▶ [TASK PROMPT]: All of the data is to be printed again exactly as it appears.

▶ [MATERIAL PROVIDED]:

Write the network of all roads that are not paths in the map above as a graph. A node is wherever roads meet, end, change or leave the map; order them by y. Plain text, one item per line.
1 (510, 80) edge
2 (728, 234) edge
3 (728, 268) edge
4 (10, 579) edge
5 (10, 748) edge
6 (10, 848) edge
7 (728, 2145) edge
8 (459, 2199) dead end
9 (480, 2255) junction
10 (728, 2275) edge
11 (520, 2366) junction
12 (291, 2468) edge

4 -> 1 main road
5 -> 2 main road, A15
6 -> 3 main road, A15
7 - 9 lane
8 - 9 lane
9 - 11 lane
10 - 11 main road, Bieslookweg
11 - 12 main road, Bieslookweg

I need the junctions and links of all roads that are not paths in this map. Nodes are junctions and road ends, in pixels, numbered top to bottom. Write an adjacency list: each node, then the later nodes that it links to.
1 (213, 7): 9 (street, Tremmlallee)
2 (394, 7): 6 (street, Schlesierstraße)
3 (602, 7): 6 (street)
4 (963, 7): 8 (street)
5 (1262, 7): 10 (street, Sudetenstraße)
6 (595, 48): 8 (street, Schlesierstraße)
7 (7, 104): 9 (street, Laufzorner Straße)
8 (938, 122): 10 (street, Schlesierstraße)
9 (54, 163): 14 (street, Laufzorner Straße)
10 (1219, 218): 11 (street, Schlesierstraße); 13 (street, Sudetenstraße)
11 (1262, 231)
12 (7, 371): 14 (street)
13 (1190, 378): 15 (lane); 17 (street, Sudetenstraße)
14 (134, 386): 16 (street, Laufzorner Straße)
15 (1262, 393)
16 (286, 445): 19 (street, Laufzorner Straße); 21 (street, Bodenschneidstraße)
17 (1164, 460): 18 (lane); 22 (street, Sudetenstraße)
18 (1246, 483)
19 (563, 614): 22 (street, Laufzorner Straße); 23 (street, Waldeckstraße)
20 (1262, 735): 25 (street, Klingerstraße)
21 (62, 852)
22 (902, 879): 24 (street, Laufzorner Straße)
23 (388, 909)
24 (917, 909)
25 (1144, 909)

▶ [EXERCISE SOLUTION]:
Write the network of all roads that are not paths in the map above as a graph. A node is wherever roads meet, end, change or leave the map; order them by y. Plain text, one item per line.
1 (510, 80) edge
2 (728, 234) edge
3 (728, 268) edge
4 (10, 579) edge
5 (10, 748) edge
6 (10, 848) edge
7 (728, 2145) edge
8 (459, 2199) dead end
9 (480, 2255) junction
10 (728, 2275) edge
11 (520, 2366) junction
12 (291, 2468) edge

4 -> 1 main road
5 -> 2 main road, A15
6 -> 3 main road, A15
7 - 9 lane
8 - 9 lane
9 - 11 lane
10 - 11 main road, Bieslookweg
11 - 12 main road, Bieslookweg

I need the junctions and links of all roads that are not paths in this map. Nodes are junctions and road ends, in pixels, numbered top to bottom. Write an adjacency list: each node, then the later nodes that it links to.
1 (213, 7): 9 (street, Tremmlallee)
2 (394, 7): 6 (street, Schlesierstraße)
3 (602, 7): 6 (street)
4 (963, 7): 8 (street)
5 (1262, 7): 10 (street, Sudetenstraße)
6 (595, 48): 8 (street, Schlesierstraße)
7 (7, 104): 9 (street, Laufzorner Straße)
8 (938, 122): 10 (street, Schlesierstraße)
9 (54, 163): 14 (street, Laufzorner Straße)
10 (1219, 218): 11 (street, Schlesierstraße); 13 (street, Sudetenstraße)
11 (1262, 231)
12 (7, 371): 14 (street)
13 (1190, 378): 15 (lane); 17 (street, Sudetenstraße)
14 (134, 386): 16 (street, Laufzorner Straße)
15 (1262, 393)
16 (286, 445): 19 (street, Laufzorner Straße); 21 (street, Bodenschneidstraße)
17 (1164, 460): 18 (lane); 22 (street, Sudetenstraße)
18 (1246, 483)
19 (563, 614): 22 (street, Laufzorner Straße); 23 (street, Waldeckstraße)
20 (1262, 735): 25 (street, Klingerstraße)
21 (62, 852)
22 (902, 879): 24 (street, Laufzorner Straße)
23 (388, 909)
24 (917, 909)
25 (1144, 909)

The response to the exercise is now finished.